Comparative protein modeling of methionine S-adenosyltransferase (MAT) enzyme from Mycobacterium tuberculosis: a potential target for antituberculosis drug discovery.

Mycobacterium tuberculosis (Mtb) is a successful pathogen that overcomes the numerous challenges presented by the immune system of the host. In the last 40 years few anti-TB drugs have been developed, while the drug-resistance problem is increasing; there is thus a pressing need to develop new anti-TB drugs active against both the acute and chronic growth phases of the mycobacterium. Methionine S-adenosyltransferase (MAT) is an enzyme involved in the synthesis of S-adenosylmethionine (SAM), a methyl donor essential for mycolipid biosynthesis. As an anti-TB drug target, Mtb-MAT has been well validated. A homology model of MAT has been constructed using the X-ray structures of E. coli MAT (PDB code: 1MXA) and rat MAT (PDB code: 1QM4) as templates, by comparative protein modeling principles. The resulting model has the correct stereochemistry as gauged from the Ramachandran plot and good three-dimensional (3D) structure compatibility as assessed by the Profiles-3D score.

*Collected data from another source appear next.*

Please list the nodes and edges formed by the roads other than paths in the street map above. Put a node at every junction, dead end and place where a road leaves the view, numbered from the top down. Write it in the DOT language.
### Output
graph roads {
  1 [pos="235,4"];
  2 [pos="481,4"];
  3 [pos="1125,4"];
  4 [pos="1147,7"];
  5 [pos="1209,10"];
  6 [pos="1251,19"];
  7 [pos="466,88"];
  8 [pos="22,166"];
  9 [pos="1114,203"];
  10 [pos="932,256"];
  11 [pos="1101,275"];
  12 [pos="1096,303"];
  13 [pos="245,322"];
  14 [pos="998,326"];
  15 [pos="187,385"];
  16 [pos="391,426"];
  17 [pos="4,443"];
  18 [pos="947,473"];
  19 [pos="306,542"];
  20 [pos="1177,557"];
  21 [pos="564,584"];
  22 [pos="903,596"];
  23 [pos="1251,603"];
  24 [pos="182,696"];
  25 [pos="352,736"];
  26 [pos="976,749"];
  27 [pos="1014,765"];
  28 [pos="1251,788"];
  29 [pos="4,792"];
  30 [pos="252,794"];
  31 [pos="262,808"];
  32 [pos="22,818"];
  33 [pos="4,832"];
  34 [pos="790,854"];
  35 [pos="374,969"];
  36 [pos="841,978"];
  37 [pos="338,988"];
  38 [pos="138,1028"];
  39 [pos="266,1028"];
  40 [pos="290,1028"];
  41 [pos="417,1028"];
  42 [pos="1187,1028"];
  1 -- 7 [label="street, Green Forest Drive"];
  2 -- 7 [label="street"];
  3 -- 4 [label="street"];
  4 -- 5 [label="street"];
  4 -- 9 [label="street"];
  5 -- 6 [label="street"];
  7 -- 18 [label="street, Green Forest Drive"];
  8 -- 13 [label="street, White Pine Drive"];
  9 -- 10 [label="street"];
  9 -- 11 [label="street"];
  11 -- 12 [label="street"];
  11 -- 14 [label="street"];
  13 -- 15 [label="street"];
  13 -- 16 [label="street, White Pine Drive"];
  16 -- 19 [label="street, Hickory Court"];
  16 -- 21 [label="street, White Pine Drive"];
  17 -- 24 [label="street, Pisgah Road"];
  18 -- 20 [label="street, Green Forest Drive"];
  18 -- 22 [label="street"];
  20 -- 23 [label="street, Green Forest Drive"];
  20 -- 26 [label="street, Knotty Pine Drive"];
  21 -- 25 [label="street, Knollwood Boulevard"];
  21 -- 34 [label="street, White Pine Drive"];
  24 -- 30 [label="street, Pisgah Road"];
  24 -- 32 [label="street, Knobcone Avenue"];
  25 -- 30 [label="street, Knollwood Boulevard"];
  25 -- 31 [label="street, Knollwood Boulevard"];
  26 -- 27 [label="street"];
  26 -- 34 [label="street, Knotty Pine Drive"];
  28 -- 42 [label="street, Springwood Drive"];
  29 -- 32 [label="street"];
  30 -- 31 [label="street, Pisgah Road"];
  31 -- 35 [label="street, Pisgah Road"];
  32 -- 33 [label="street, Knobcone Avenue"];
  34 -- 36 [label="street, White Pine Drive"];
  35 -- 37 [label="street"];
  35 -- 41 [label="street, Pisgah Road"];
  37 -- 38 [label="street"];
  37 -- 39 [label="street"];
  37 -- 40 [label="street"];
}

The structurally and functionally important residues (active site) of Mtb-MAT have been identified using the E. coli and rat MAT crystal structures and the reported point mutation data. The homology model conserves the topological and active site features of the MAT family of proteins. The differences in the molecular electrostatic potentials (MEP) of Mtb and human MAT provide evidences that selective and specific Mtb-MAT inhibitors can be designed using the homology model, by the structure-based drug design approaches.